While many effective immunosuppressive drugs exist and are in wide use, most target ubiquitously expressed molecules. Examples include steroids, ciclosporin A, tacrolimus, mycophenolate mofetil, and sirolimus. Consequently, these drugs have adverse effects unrelated to their immunosuppressive actions, and much effort has been directed towards identifying molecular targets with expression restricted to immune and inflammatory cells. In principle, such drugs could provide immunosuppression yet lack the toxicity associated with current therapies.

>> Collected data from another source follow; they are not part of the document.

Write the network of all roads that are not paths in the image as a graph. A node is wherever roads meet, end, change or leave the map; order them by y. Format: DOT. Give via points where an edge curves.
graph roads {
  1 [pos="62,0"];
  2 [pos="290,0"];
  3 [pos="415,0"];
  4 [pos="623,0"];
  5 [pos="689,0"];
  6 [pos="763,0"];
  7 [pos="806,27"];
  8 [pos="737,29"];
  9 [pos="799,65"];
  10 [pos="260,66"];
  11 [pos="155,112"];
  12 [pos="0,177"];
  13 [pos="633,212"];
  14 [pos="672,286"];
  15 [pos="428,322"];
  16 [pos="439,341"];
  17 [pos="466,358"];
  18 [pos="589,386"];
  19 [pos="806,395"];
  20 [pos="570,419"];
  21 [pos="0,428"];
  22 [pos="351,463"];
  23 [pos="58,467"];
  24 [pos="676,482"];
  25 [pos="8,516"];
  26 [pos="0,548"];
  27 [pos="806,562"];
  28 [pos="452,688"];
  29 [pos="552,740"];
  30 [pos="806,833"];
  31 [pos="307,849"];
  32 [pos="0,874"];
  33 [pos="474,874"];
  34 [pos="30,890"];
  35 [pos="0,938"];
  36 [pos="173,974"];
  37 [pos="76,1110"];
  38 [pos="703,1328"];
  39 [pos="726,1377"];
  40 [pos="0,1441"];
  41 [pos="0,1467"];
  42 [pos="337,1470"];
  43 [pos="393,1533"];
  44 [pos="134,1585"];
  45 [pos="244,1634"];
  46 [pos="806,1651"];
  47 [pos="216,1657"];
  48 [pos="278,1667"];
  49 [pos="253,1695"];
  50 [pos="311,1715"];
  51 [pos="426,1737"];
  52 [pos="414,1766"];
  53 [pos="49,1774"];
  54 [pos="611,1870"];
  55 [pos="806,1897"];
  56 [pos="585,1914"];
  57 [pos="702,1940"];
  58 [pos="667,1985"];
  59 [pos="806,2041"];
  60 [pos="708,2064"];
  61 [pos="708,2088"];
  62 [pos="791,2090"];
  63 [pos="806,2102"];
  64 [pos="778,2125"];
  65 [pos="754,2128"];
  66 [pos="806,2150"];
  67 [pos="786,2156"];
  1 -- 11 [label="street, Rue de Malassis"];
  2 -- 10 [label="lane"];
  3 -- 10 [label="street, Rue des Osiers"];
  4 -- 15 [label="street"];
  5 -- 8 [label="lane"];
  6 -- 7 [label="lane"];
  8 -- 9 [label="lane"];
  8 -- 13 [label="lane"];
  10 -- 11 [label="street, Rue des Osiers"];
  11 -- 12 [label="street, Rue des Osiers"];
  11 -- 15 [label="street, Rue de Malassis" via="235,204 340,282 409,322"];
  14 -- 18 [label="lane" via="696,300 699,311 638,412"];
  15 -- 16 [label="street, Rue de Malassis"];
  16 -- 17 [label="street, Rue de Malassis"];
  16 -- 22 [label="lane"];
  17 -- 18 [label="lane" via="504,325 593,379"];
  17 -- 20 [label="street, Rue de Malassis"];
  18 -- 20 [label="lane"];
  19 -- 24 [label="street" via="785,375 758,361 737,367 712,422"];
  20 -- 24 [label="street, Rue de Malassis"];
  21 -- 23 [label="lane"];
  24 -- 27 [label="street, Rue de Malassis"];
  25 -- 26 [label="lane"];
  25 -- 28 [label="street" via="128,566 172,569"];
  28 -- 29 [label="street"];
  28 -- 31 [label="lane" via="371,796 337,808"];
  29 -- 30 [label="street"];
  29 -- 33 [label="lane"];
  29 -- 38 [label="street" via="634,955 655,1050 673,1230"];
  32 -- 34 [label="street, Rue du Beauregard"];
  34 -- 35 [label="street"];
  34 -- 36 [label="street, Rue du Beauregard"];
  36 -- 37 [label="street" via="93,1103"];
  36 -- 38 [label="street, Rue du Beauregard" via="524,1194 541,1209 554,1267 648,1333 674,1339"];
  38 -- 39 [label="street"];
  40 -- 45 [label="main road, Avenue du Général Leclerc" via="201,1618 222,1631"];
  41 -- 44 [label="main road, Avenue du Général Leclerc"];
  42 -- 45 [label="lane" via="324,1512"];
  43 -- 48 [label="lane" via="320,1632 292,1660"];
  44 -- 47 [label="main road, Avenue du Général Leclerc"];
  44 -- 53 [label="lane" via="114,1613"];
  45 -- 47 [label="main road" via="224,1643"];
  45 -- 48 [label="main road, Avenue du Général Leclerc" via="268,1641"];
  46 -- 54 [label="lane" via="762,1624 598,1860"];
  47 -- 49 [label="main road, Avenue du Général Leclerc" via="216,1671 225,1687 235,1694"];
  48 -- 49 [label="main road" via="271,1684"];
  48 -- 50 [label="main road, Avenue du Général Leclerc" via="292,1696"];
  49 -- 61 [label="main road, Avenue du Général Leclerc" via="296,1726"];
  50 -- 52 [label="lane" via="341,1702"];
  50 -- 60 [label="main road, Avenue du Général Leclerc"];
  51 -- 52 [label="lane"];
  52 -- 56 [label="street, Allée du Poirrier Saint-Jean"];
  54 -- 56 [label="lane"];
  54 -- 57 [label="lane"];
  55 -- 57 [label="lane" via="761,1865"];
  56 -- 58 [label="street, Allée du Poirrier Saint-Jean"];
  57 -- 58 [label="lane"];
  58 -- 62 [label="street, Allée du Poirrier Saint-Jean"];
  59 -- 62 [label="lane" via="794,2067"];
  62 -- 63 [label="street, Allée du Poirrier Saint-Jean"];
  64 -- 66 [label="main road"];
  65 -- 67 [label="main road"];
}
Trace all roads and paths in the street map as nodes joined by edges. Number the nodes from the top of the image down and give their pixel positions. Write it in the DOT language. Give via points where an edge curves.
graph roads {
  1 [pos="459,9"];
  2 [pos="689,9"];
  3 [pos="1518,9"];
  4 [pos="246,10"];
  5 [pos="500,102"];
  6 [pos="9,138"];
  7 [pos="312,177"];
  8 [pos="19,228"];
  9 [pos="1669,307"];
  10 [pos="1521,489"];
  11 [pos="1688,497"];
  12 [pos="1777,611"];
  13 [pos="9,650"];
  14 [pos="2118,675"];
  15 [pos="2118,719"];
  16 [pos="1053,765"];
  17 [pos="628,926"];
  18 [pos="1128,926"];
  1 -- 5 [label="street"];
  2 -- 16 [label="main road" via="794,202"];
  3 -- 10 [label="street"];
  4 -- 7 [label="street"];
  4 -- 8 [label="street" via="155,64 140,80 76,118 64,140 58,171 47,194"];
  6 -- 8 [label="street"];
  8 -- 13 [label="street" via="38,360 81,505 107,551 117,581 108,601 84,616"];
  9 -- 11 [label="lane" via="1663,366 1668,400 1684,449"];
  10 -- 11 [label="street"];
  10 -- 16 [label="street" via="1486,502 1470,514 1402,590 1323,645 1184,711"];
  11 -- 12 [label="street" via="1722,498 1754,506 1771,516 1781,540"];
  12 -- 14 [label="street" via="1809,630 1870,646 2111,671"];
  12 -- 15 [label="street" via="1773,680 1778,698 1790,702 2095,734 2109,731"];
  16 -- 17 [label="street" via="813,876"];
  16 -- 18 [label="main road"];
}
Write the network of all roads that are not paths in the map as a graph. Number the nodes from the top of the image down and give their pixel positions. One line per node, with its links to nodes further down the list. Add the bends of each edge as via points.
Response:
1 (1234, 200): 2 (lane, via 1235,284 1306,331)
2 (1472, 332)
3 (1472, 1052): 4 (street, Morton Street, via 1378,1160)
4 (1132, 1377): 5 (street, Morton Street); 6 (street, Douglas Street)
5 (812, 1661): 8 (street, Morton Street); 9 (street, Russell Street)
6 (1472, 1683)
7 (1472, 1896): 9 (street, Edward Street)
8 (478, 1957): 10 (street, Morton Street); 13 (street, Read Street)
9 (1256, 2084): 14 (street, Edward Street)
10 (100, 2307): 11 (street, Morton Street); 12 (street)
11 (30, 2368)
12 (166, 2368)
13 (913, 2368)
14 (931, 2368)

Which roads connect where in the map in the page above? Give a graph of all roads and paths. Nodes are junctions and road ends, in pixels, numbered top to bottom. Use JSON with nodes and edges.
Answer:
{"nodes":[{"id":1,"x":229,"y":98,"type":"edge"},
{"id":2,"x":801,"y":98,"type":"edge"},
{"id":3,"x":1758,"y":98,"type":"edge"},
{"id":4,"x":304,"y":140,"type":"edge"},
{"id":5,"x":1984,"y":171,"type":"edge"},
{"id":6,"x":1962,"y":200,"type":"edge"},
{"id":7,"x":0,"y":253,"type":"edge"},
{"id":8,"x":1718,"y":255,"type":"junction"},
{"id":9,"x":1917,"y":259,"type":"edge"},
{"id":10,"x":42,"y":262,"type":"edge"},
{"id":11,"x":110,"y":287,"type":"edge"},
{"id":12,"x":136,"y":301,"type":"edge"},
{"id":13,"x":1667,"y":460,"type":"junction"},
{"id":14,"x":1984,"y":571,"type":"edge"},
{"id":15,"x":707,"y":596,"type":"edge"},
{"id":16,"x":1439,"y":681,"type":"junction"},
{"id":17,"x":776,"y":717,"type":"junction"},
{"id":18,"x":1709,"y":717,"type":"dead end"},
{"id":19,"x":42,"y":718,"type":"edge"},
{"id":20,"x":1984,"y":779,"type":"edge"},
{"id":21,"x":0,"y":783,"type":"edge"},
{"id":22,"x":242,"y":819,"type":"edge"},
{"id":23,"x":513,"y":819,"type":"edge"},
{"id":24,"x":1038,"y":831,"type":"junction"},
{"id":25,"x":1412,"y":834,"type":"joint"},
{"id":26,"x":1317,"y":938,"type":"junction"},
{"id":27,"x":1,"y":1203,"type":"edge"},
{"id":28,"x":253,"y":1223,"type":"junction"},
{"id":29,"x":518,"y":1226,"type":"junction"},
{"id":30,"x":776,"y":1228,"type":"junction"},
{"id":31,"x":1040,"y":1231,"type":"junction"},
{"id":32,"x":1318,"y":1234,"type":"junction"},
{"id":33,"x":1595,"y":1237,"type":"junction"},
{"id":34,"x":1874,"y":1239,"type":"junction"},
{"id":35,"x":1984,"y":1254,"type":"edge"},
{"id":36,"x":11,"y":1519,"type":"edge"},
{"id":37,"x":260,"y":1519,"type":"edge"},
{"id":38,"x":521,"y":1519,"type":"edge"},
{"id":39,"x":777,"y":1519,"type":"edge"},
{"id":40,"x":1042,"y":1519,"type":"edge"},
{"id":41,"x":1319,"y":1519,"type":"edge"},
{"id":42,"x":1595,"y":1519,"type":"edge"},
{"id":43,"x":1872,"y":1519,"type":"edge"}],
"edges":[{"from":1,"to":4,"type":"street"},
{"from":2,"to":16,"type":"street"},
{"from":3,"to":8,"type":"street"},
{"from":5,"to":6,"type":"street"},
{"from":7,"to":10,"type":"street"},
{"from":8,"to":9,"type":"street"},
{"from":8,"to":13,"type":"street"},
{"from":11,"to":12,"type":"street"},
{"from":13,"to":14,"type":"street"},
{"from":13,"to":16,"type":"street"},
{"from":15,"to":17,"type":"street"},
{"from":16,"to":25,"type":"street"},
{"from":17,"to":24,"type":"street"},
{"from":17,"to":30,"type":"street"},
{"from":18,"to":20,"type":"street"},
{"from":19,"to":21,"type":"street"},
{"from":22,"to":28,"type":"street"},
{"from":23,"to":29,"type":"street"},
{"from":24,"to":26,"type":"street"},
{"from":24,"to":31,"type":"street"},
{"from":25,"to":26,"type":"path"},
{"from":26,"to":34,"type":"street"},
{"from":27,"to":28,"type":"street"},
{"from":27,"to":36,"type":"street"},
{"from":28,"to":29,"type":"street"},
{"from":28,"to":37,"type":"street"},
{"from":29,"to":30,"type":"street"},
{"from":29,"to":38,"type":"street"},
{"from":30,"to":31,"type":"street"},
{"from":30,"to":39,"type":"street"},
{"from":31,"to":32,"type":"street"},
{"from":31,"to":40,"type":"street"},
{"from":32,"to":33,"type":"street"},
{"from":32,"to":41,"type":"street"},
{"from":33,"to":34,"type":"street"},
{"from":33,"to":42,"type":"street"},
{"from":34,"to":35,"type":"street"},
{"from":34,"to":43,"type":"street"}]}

It is now well established that cytokines have critical roles in regulating immunity and inflammation; indeed targeting cytokines themselves has been an effective new strategy for immunosuppression.¹ However, targeting intracellular cytokine signalling also now appears to be a viable new approach. Janus kinases (Jaks) and signal transducers and activators of transcription (STATs) have been demonstrated to be critical elements in signalling by certain families of cytokines. Importantly, the generation of a selective inhibitor of Jak3 appears to be feasible and effective. This report discusses the approach of targeting Jaks and STATs, with emphasis on Jak3 and a newly identified Jak3 antagonist.

CYTOKINES AND IMMUNOREGULATION

Cytokines comprise more than 50 secreted factors that regulate processes ranging from body growth, lactation, and adiposity to haematopoiesis but are especially important for regulating inflammatory and immune responses.² That is, cytokines control both innate and adaptive immunity and are critical for lymphoid development and homoeostasis, as well as the ultimate differentiation of helper and memory T cells.

Interleukin (IL)-2, 4, 7, 9, 15, and 21 comprise one family of cytokines that uses a common receptor subunit termed the common γ chain, or γc (table 1).^3–5 These cytokines are particularly important with respect to lymphoid development and function. For instance, IL-7 is critical for lymphocyte development and function and mice lacking IL-7R expression have arrested thymocyte development at the double negative (CD4–CD8–) stage.^6–11 …